■ WHAT YOU HAVE TO DO ■
Show every line of the records below that contains the word "name".

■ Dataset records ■
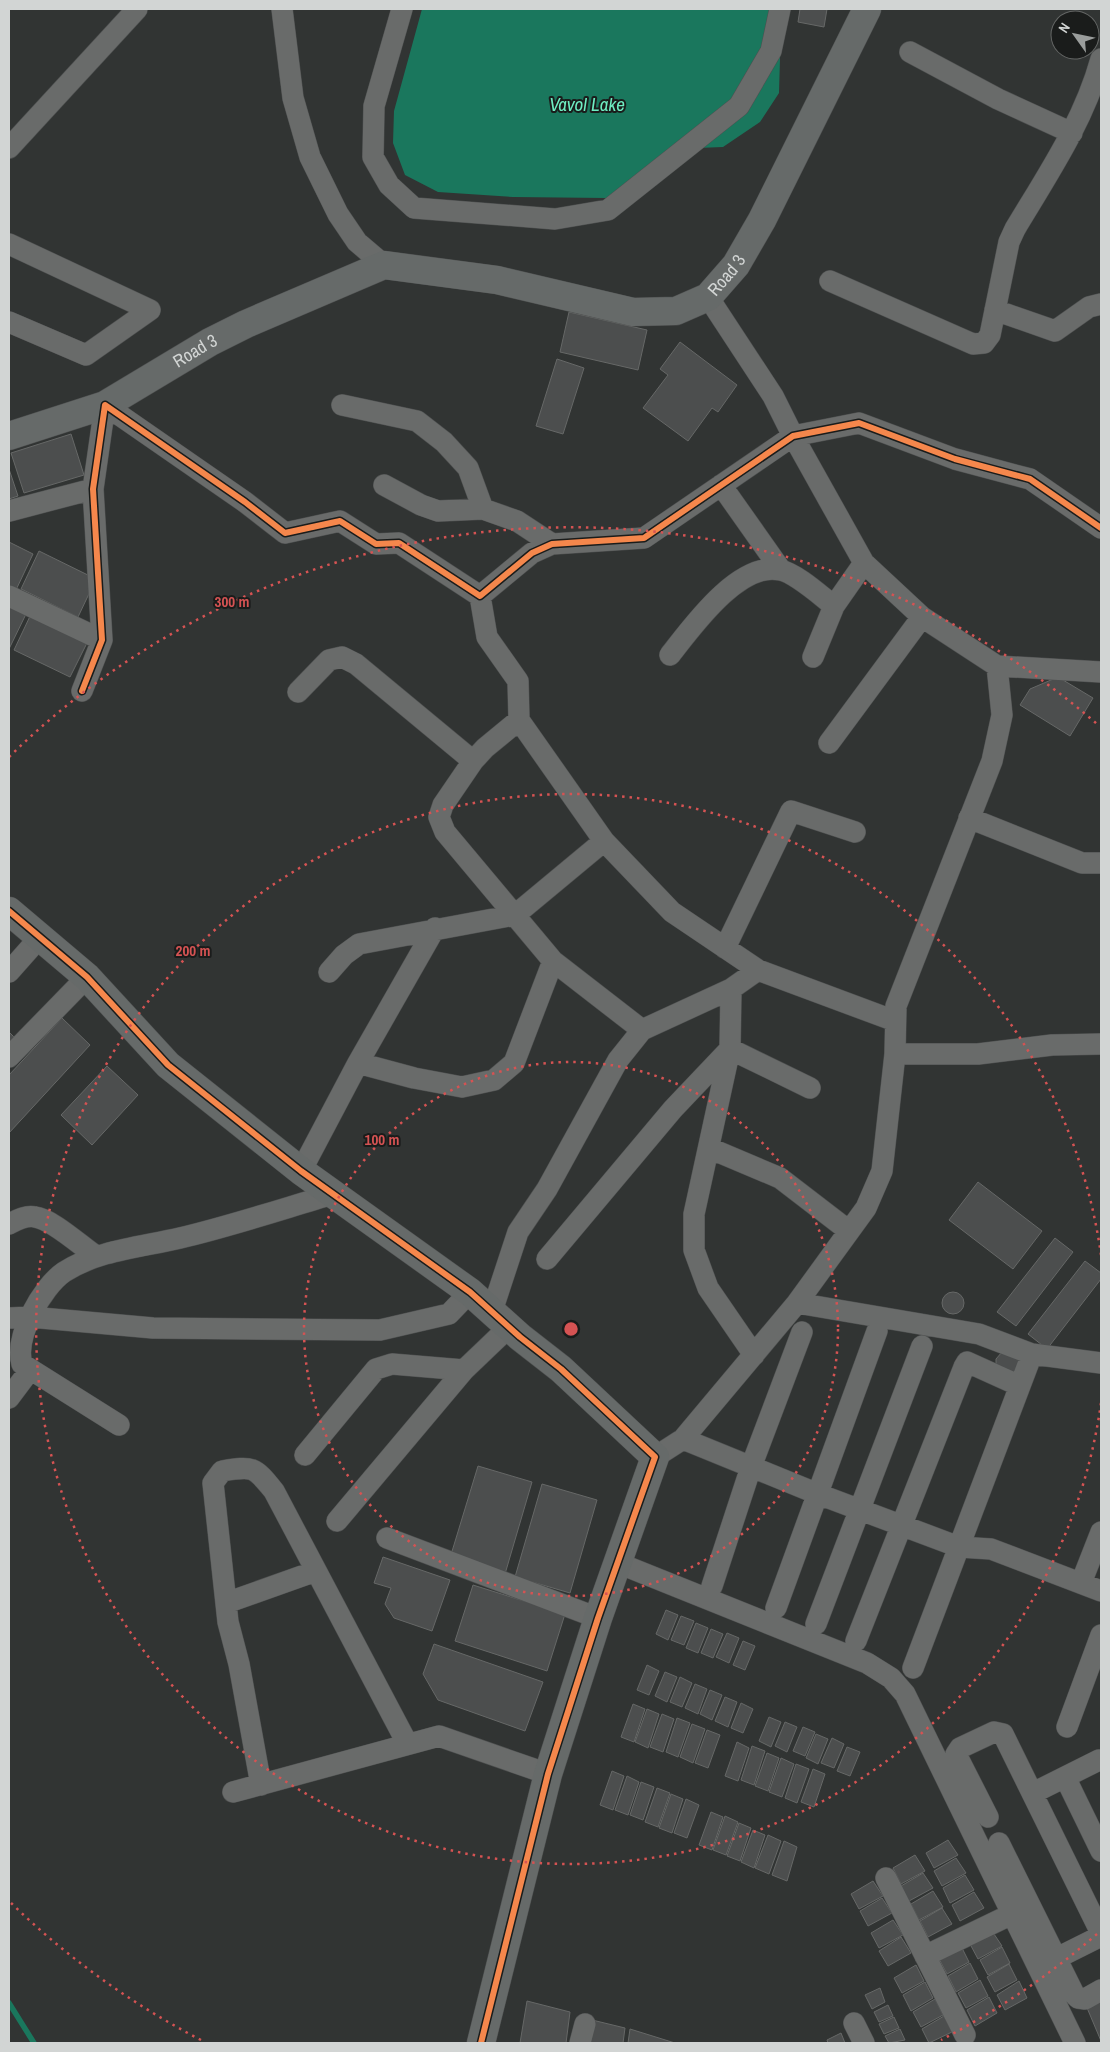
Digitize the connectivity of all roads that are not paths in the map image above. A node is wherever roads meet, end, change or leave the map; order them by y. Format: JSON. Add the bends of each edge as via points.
{"nodes":[{"id":1,"x":137,"y":9,"type":"edge"},
{"id":2,"x":282,"y":9,"type":"edge"},
{"id":3,"x":402,"y":9,"type":"edge"},
{"id":4,"x":780,"y":9,"type":"edge"},
{"id":5,"x":867,"y":9,"type":"edge"},
{"id":6,"x":910,"y":52,"type":"dead end"},
{"id":7,"x":1101,"y":59,"type":"edge"},
{"id":8,"x":1072,"y":133,"type":"junction"},
{"id":9,"x":9,"y":148,"type":"edge"},
{"id":10,"x":9,"y":244,"type":"edge"},
{"id":11,"x":384,"y":265,"type":"junction"},
{"id":12,"x":830,"y":281,"type":"dead end"},
{"id":13,"x":708,"y":298,"type":"junction"},
{"id":14,"x":1101,"y":304,"type":"edge"},
{"id":15,"x":995,"y":310,"type":"junction"},
{"id":16,"x":9,"y":322,"type":"edge"},
{"id":17,"x":105,"y":405,"type":"junction"},
{"id":18,"x":342,"y":405,"type":"dead end"},
{"id":19,"x":9,"y":436,"type":"edge"},
{"id":20,"x":793,"y":436,"type":"junction"},
{"id":21,"x":384,"y":485,"type":"dead end"},
{"id":22,"x":721,"y":485,"type":"junction"},
{"id":23,"x":92,"y":488,"type":"junction"},
{"id":24,"x":483,"y":509,"type":"junction"},
{"id":25,"x":9,"y":511,"type":"edge"},
{"id":26,"x":1101,"y":528,"type":"edge"},
{"id":27,"x":552,"y":544,"type":"junction"},
{"id":28,"x":864,"y":563,"type":"junction"},
{"id":29,"x":781,"y":570,"type":"junction"},
{"id":30,"x":9,"y":596,"type":"edge"},
{"id":31,"x":480,"y":596,"type":"junction"},
{"id":32,"x":834,"y":606,"type":"junction"},
{"id":33,"x":922,"y":616,"type":"junction"},
{"id":34,"x":102,"y":640,"type":"junction"},
{"id":35,"x":670,"y":655,"type":"dead end"},
{"id":36,"x":813,"y":657,"type":"dead end"},
{"id":37,"x":997,"y":666,"type":"junction"},
{"id":38,"x":1101,"y":672,"type":"edge"},
{"id":39,"x":82,"y":691,"type":"dead end"},
{"id":40,"x":298,"y":692,"type":"dead end"},
{"id":41,"x":519,"y":720,"type":"junction"},
{"id":42,"x":829,"y":743,"type":"dead end"},
{"id":43,"x":473,"y":761,"type":"junction"},
{"id":44,"x":969,"y":818,"type":"junction"},
{"id":45,"x":855,"y":832,"type":"dead end"},
{"id":46,"x":604,"y":841,"type":"junction"},
{"id":47,"x":1101,"y":863,"type":"edge"},
{"id":48,"x":9,"y":911,"type":"edge"},
{"id":49,"x":515,"y":915,"type":"junction"},
{"id":50,"x":435,"y":928,"type":"junction"},
{"id":51,"x":40,"y":938,"type":"junction"},
{"id":52,"x":726,"y":948,"type":"junction"},
{"id":53,"x":553,"y":961,"type":"junction"},
{"id":54,"x":758,"y":970,"type":"junction"},
{"id":55,"x":9,"y":972,"type":"edge"},
{"id":56,"x":329,"y":972,"type":"dead end"},
{"id":57,"x":86,"y":977,"type":"junction"},
{"id":58,"x":731,"y":989,"type":"junction"},
{"id":59,"x":895,"y":1021,"type":"junction"},
{"id":60,"x":642,"y":1030,"type":"junction"},
{"id":61,"x":1101,"y":1044,"type":"edge"},
{"id":62,"x":730,"y":1049,"type":"junction"},
{"id":63,"x":895,"y":1054,"type":"junction"},
{"id":64,"x":9,"y":1057,"type":"edge"},
{"id":65,"x":358,"y":1063,"type":"junction"},
{"id":66,"x":810,"y":1088,"type":"dead end"},
{"id":67,"x":709,"y":1148,"type":"junction"},
{"id":68,"x":301,"y":1171,"type":"junction"},
{"id":69,"x":333,"y":1194,"type":"junction"},
{"id":70,"x":9,"y":1224,"type":"edge"},
{"id":71,"x":849,"y":1230,"type":"junction"},
{"id":72,"x":96,"y":1256,"type":"junction"},
{"id":73,"x":547,"y":1259,"type":"dead end"},
{"id":74,"x":470,"y":1292,"type":"junction"},
{"id":75,"x":797,"y":1303,"type":"junction"},
{"id":76,"x":30,"y":1317,"type":"junction"},
{"id":77,"x":9,"y":1318,"type":"edge"},
{"id":78,"x":501,"y":1319,"type":"junction"},
{"id":79,"x":877,"y":1331,"type":"dead end"},
{"id":80,"x":802,"y":1332,"type":"dead end"},
{"id":81,"x":922,"y":1346,"type":"dead end"},
{"id":82,"x":754,"y":1354,"type":"junction"},
{"id":83,"x":1032,"y":1354,"type":"junction"},
{"id":84,"x":1101,"y":1363,"type":"edge"},
{"id":85,"x":30,"y":1370,"type":"junction"},
{"id":86,"x":464,"y":1370,"type":"junction"},
{"id":87,"x":1020,"y":1386,"type":"junction"},
{"id":88,"x":9,"y":1398,"type":"edge"},
{"id":89,"x":119,"y":1425,"type":"dead end"},
{"id":90,"x":683,"y":1440,"type":"junction"},
{"id":91,"x":305,"y":1455,"type":"dead end"},
{"id":92,"x":655,"y":1457,"type":"junction"},
{"id":93,"x":751,"y":1467,"type":"junction"},
{"id":94,"x":818,"y":1494,"type":"junction"},
{"id":95,"x":861,"y":1510,"type":"junction"},
{"id":96,"x":337,"y":1521,"type":"dead end"},
{"id":97,"x":901,"y":1525,"type":"junction"},
{"id":98,"x":1101,"y":1532,"type":"edge"},
{"id":99,"x":387,"y":1538,"type":"dead end"},
{"id":100,"x":959,"y":1546,"type":"junction"},
{"id":101,"x":618,"y":1563,"type":"junction"},
{"id":102,"x":316,"y":1571,"type":"junction"},
{"id":103,"x":1081,"y":1583,"type":"junction"},
{"id":104,"x":712,"y":1586,"type":"dead end"},
{"id":105,"x":1101,"y":1591,"type":"edge"},
{"id":106,"x":226,"y":1602,"type":"junction"},
{"id":107,"x":776,"y":1608,"type":"dead end"},
{"id":108,"x":598,"y":1618,"type":"junction"},
{"id":109,"x":816,"y":1624,"type":"dead end"},
{"id":110,"x":1101,"y":1635,"type":"edge"},
{"id":111,"x":856,"y":1640,"type":"dead end"},
{"id":112,"x":913,"y":1668,"type":"dead end"},
{"id":113,"x":1067,"y":1727,"type":"dead end"},
{"id":114,"x":407,"y":1743,"type":"junction"},
{"id":115,"x":1101,"y":1761,"type":"edge"},
{"id":116,"x":548,"y":1774,"type":"junction"},
{"id":117,"x":1065,"y":1777,"type":"junction"},
{"id":118,"x":261,"y":1785,"type":"junction"},
{"id":119,"x":233,"y":1792,"type":"dead end"},
{"id":120,"x":1033,"y":1793,"type":"junction"},
{"id":121,"x":988,"y":1817,"type":"dead end"},
{"id":122,"x":999,"y":1843,"type":"dead end"},
{"id":123,"x":1101,"y":1851,"type":"edge"},
{"id":124,"x":886,"y":1878,"type":"dead end"},
{"id":125,"x":1012,"y":1914,"type":"junction"},
{"id":126,"x":1101,"y":1935,"type":"edge"},
{"id":127,"x":925,"y":1956,"type":"junction"},
{"id":128,"x":1047,"y":1963,"type":"junction"},
{"id":129,"x":1101,"y":1990,"type":"edge"},
{"id":130,"x":854,"y":2023,"type":"dead end"},
{"id":131,"x":965,"y":2035,"type":"dead end"},
{"id":132,"x":481,"y":2043,"type":"edge"},
{"id":133,"x":864,"y":2043,"type":"edge"},
{"id":134,"x":1075,"y":2043,"type":"edge"}],
"edges":[{"from":1,"to":9,"type":"street"},
{"from":2,"to":11,"type":"street","via":[[293,98],[310,158],[338,214],[357,242]]},
{"from":3,"to":4,"type":"street","via":[[374,106],[373,157],[389,185],[414,208],[555,219],[608,210],[739,106],[771,52]]},
{"from":5,"to":13,"type":"street","name":"Road 3","via":[[762,220],[736,265]]},
{"from":6,"to":8,"type":"street","via":[[998,99]]},
{"from":7,"to":8,"type":"street","via":[[1088,101]]},
{"from":8,"to":15,"type":"street","via":[[1009,242]]},
{"from":10,"to":16,"type":"street","via":[[150,310],[86,355]]},
{"from":11,"to":13,"type":"street","name":"Road 3","via":[[497,280],[633,312],[676,312]]},
{"from":11,"to":17,"type":"street","name":"Road 3","via":[[210,342]]},
{"from":12,"to":15,"type":"street","via":[[973,344],[984,344],[990,335]]},
{"from":13,"to":20,"type":"street","via":[[773,396]]},
{"from":14,"to":15,"type":"street","via":[[1089,308],[1055,331]]},
{"from":17,"to":19,"type":"street","name":"Road 3"},
{"from":17,"to":23,"type":"street"},
{"from":17,"to":31,"type":"street","via":[[285,533],[340,521],[376,544],[399,543]]},
{"from":18,"to":24,"type":"street","via":[[417,421],[444,442],[468,468]]},
{"from":20,"to":22,"type":"street"},
{"from":20,"to":26,"type":"street","via":[[859,423],[955,459],[1030,479]]},
{"from":20,"to":28,"type":"street"},
{"from":21,"to":24,"type":"street","via":[[438,511]]},
{"from":22,"to":27,"type":"street","via":[[644,538]]},
{"from":22,"to":29,"type":"street"},
{"from":23,"to":25,"type":"street"},
{"from":23,"to":34,"type":"street"},
{"from":24,"to":27,"type":"street","via":[[518,520]]},
{"from":27,"to":31,"type":"street","via":[[532,553]]},
{"from":28,"to":32,"type":"street"},
{"from":28,"to":33,"type":"street"},
{"from":29,"to":32,"type":"street"},
{"from":29,"to":35,"type":"street","via":[[763,569],[725,592],[710,605]]},
{"from":30,"to":34,"type":"street"},
{"from":31,"to":41,"type":"street","via":[[487,637],[518,681]]},
{"from":32,"to":36,"type":"street"},
{"from":33,"to":37,"type":"street"},
{"from":33,"to":42,"type":"street"},
{"from":34,"to":39,"type":"street"},
{"from":37,"to":38,"type":"street"},
{"from":37,"to":44,"type":"street","via":[[1002,715],[992,760]]},
{"from":40,"to":43,"type":"street","via":[[329,660],[342,657],[356,664]]},
{"from":41,"to":43,"type":"street"},
{"from":41,"to":46,"type":"street"},
{"from":43,"to":49,"type":"street","via":[[443,805],[439,818],[445,832]]},
{"from":44,"to":47,"type":"street","via":[[1082,863]]},
{"from":44,"to":59,"type":"street","via":[[896,1006]]},
{"from":45,"to":52,"type":"street","via":[[791,811]]},
{"from":46,"to":49,"type":"street"},
{"from":46,"to":52,"type":"street","via":[[672,912]]},
{"from":48,"to":51,"type":"street"},
{"from":49,"to":50,"type":"street"},
{"from":49,"to":53,"type":"street"},
{"from":50,"to":56,"type":"street","via":[[359,944]]},
{"from":50,"to":65,"type":"street"},
{"from":51,"to":55,"type":"street"},
{"from":51,"to":57,"type":"street"},
{"from":52,"to":54,"type":"street"},
{"from":53,"to":60,"type":"street"},
{"from":53,"to":65,"type":"street","via":[[514,1063],[494,1080],[462,1087]]},
{"from":54,"to":58,"type":"street"},
{"from":54,"to":59,"type":"street"},
{"from":57,"to":64,"type":"street"},
{"from":57,"to":68,"type":"street","via":[[168,1065]]},
{"from":58,"to":60,"type":"street"},
{"from":58,"to":62,"type":"street"},
{"from":59,"to":63,"type":"street"},
{"from":60,"to":78,"type":"street","via":[[618,1060],[548,1189],[518,1232]]},
{"from":61,"to":63,"type":"street","via":[[978,1054]]},
{"from":62,"to":66,"type":"street"},
{"from":62,"to":67,"type":"street"},
{"from":62,"to":73,"type":"street","via":[[673,1109]]},
{"from":63,"to":71,"type":"street","via":[[882,1171],[866,1208]]},
{"from":65,"to":68,"type":"street"},
{"from":67,"to":71,"type":"street","via":[[780,1178]]},
{"from":67,"to":82,"type":"street","via":[[694,1214],[694,1250],[708,1288]]},
{"from":68,"to":69,"type":"street"},
{"from":69,"to":72,"type":"street","via":[[182,1238]]},
{"from":69,"to":74,"type":"street"},
{"from":70,"to":72,"type":"street","via":[[25,1217],[47,1221]]},
{"from":71,"to":75,"type":"street"},
{"from":72,"to":76,"type":"street","via":[[64,1272],[42,1294]]},
{"from":74,"to":76,"type":"street","via":[[449,1314],[380,1330],[153,1328]]},
{"from":74,"to":78,"type":"street"},
{"from":75,"to":82,"type":"street"},
{"from":75,"to":83,"type":"street","via":[[979,1334]]},
{"from":76,"to":77,"type":"street"},
{"from":76,"to":85,"type":"street","via":[[19,1354],[22,1364]]},
{"from":78,"to":86,"type":"street"},
{"from":78,"to":92,"type":"street","via":[[561,1369]]},
{"from":79,"to":94,"type":"street"},
{"from":80,"to":93,"type":"street"},
{"from":81,"to":95,"type":"street"},
{"from":82,"to":90,"type":"street"},
{"from":83,"to":84,"type":"street"},
{"from":83,"to":87,"type":"street"},
{"from":85,"to":88,"type":"street"},
{"from":85,"to":89,"type":"street"},
{"from":86,"to":91,"type":"street","via":[[392,1364],[376,1368]]},
{"from":86,"to":96,"type":"street"},
{"from":87,"to":97,"type":"street","via":[[967,1362]]},
{"from":87,"to":100,"type":"street"},
{"from":90,"to":92,"type":"street"},
{"from":90,"to":93,"type":"street"},
{"from":92,"to":101,"type":"street"},
{"from":93,"to":94,"type":"street"},
{"from":93,"to":104,"type":"street"},
{"from":94,"to":95,"type":"street"},
{"from":94,"to":107,"type":"street"},
{"from":95,"to":97,"type":"street"},
{"from":95,"to":109,"type":"street"},
{"from":97,"to":100,"type":"street"},
{"from":97,"to":111,"type":"street"},
{"from":98,"to":103,"type":"street"},
{"from":99,"to":108,"type":"street"},
{"from":100,"to":103,"type":"street","via":[[991,1549]]},
{"from":100,"to":112,"type":"street"},
{"from":101,"to":108,"type":"street"},
{"from":101,"to":125,"type":"street","via":[[867,1663],[891,1678],[905,1694]]},
{"from":102,"to":106,"type":"street"},
{"from":102,"to":106,"type":"street","via":[[274,1491],[259,1472],[246,1467],[222,1471],[213,1483]]},
{"from":102,"to":114,"type":"street"},
{"from":103,"to":105,"type":"street"},
{"from":106,"to":118,"type":"street"},
{"from":108,"to":116,"type":"street"},
{"from":110,"to":113,"type":"street"},
{"from":114,"to":116,"type":"street","via":[[438,1736]]},
{"from":114,"to":118,"type":"street"},
{"from":115,"to":117,"type":"street"},
{"from":116,"to":132,"type":"street"},
{"from":117,"to":120,"type":"street"},
{"from":117,"to":123,"type":"street"},
{"from":118,"to":119,"type":"street"},
{"from":120,"to":121,"type":"street","via":[[1003,1734],[994,1732],[960,1748],[956,1758]]},
{"from":120,"to":126,"type":"street"},
{"from":122,"to":128,"type":"street"},
{"from":124,"to":127,"type":"street"},
{"from":125,"to":127,"type":"street"},
{"from":125,"to":128,"type":"street"},
{"from":126,"to":128,"type":"street"},
{"from":127,"to":131,"type":"street"},
{"from":128,"to":129,"type":"street","via":[[1078,1998],[1085,1999]]},
{"from":128,"to":134,"type":"street"},
{"from":130,"to":133,"type":"street"}]}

■ FINISHED TASK ■
{"from":5,"to":13,"type":"street","name":"Road 3","via":[[762,220],[736,265]]},
{"from":11,"to":13,"type":"street","name":"Road 3","via":[[497,280],[633,312],[676,312]]},
{"from":11,"to":17,"type":"street","name":"Road 3","via":[[210,342]]},
{"from":17,"to":19,"type":"street","name":"Road 3"},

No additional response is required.